In that show, he demonstrated some of his finest assets – those eyes, that chiselled jaw, and the ability to deliver some of the driest lines uttered on New Zealand television.
I suppose it all started back in the 90s when he existed as Mikey Havoc’s sidekick “Newsboy.” While Havoc would spit out thoughts and words in often incomprehensible ways, Wells stood there calmly, observing. He’d never get caught up in Havoc’s hype.
He was a man of few words, and when he used them, they were very good. Their “Gore” episode is a perfect illustration of Wells’ ability to say so much with so few words.
After a gushing diatribe from Havoc about the southern town, Jeremy simply states:
“Gore. The G’s for gay.”
It was deadpan genius, a lie sold to a generation of New Zealanders. The people of Gore hated it. They still do.
I’m sure everyone has a hot take on that particular, potentially problematic, episode. But for me, a teenager at a private Christian school in the late 90s who was confused about his sexuality, this was the first time I recall “gay” being openly talked about in a sort of harmless, non-terrifying way.
I know it sounds ridiculous, but that segment of TV from the mid-90s was sort of groundbreaking for me.
Remember, this was pre-YouTube, Netflix and torrents. TV shows were appointment viewing, and shows like The X-Files, South Park and Havoc & Newsboys Sellout Tour were discussed and dissected for hours by my nerdy little schoolmates. For me, this was an opportunity where the word “gay” could be talked about in a context that didn’t include hellfire, judgement and intense worry.
It was lighthearted and fun and not scary.
From then on, it sort of felt like Wells was making TV specifically for me.
When I became deeply interested in the media and how it functioned, he did season after season of Eating Media Lunch, a much more grown-up series that analysed and satirised recent news events and trends. Written and directed by Paul Casserly, the show was both utterly juvenile and completely mature. It didn’t fear saying, well, anything.
Working with commissioners in subsequent years, I’m increasingly impressed this thing ever made it out the door, especially considering its often jarring takes on race relations in Aotearoa.
“We decided to test the patience and cultural awareness of some of our leading talk professionals” announced Wells, before throwing to an item in which an actor called various talkback hosts to see how many times they could get in “tena koutou” before being cut off.
Michael Laws made it to six, before saying, in typical Laws fashion, “Goodbye stupid man.” Southland TV, with Tim Shadbolt grinning widely on the panel, allowed 18 to be said before moving on.
Perhaps the show’s maddest moment – and what will always stick with me – was when they did a report on Anal Mana. This was a completely fictional bit of Māori pornography, which many viewers, including my mother, thought was completely, 100% real.
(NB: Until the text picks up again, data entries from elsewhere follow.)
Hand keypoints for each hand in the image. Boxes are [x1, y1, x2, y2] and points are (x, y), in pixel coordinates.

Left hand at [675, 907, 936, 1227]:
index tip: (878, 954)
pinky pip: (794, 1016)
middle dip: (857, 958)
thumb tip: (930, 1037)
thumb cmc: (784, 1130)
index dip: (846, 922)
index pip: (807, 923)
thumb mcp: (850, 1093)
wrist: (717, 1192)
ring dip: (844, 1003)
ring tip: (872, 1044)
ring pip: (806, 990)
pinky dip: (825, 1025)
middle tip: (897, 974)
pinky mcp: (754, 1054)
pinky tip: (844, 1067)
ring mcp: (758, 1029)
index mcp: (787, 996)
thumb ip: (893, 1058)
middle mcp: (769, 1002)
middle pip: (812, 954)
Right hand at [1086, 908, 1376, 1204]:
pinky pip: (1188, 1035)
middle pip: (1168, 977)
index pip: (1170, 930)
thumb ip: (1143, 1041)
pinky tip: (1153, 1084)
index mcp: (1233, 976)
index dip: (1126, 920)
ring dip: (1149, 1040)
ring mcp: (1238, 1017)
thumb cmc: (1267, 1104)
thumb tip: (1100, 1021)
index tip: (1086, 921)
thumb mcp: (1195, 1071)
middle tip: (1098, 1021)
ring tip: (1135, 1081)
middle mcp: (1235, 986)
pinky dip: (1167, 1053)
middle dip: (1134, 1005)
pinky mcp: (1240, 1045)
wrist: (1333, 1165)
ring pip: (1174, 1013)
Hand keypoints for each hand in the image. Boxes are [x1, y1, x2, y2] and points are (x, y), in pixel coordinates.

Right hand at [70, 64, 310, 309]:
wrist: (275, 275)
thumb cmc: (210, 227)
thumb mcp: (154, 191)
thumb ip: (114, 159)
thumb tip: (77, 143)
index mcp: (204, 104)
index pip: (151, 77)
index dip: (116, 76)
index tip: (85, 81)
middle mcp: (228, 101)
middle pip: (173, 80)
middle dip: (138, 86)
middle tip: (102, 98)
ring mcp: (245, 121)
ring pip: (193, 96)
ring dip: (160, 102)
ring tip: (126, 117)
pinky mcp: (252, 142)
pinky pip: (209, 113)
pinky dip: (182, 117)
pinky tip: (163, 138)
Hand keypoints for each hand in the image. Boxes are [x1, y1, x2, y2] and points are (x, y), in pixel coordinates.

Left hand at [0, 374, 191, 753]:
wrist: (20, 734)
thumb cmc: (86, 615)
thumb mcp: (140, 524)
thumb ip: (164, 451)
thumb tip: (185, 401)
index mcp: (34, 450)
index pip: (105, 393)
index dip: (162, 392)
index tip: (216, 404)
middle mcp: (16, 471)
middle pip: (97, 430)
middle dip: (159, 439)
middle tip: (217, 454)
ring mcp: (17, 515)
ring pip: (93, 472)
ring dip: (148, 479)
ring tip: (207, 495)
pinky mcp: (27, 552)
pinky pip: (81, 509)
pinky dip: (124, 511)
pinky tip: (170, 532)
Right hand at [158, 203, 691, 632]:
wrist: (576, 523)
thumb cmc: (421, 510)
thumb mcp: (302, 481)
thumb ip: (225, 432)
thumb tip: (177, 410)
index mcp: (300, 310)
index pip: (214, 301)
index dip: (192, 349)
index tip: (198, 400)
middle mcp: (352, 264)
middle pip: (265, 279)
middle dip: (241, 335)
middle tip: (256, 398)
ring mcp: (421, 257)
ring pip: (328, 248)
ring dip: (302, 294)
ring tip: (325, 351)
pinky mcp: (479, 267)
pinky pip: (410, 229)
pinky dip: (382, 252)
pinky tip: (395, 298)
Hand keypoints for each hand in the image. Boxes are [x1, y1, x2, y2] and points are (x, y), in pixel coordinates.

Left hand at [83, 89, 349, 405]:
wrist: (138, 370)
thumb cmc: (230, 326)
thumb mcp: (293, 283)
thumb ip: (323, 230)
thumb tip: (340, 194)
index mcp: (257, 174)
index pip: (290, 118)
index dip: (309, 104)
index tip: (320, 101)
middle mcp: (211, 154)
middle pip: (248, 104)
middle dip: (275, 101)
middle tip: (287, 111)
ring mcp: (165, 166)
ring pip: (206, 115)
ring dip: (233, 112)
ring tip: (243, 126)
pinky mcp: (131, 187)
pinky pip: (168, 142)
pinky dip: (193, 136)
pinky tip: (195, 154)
“Anal Mana is porn with a difference,” voices Wells. “Unlike most skin flicks, the story is based on actual events and will feature Māori actors speaking Māori dialogue and wearing traditional Māori costumes, in a two million dollar reconstruction of colonial New Zealand.”
What really sold it was Wells’ deadpan delivery. You couldn’t help but entertain the fact that this was maybe real. And given New Zealand’s often batshit take on all things Māori, you can see why many viewers were fooled.
And then, to top it all off, he went and made a documentary series about birds – birds! – my favourite creature in the whole wide world.
Loosely based on an excellent book by Steve Braunias, Birdland took a deep dive into the New Zealand bird scene, from the plight of our native birds to our love of exotic parrots.
My favourite episode of all, titled simply “Capitalism”, looked at an enterprising New Zealand man who wanted to commercially farm weka. The man’s unique call of “Weka Weka Woo!” is a thing of beauty, and Wells is at his finest.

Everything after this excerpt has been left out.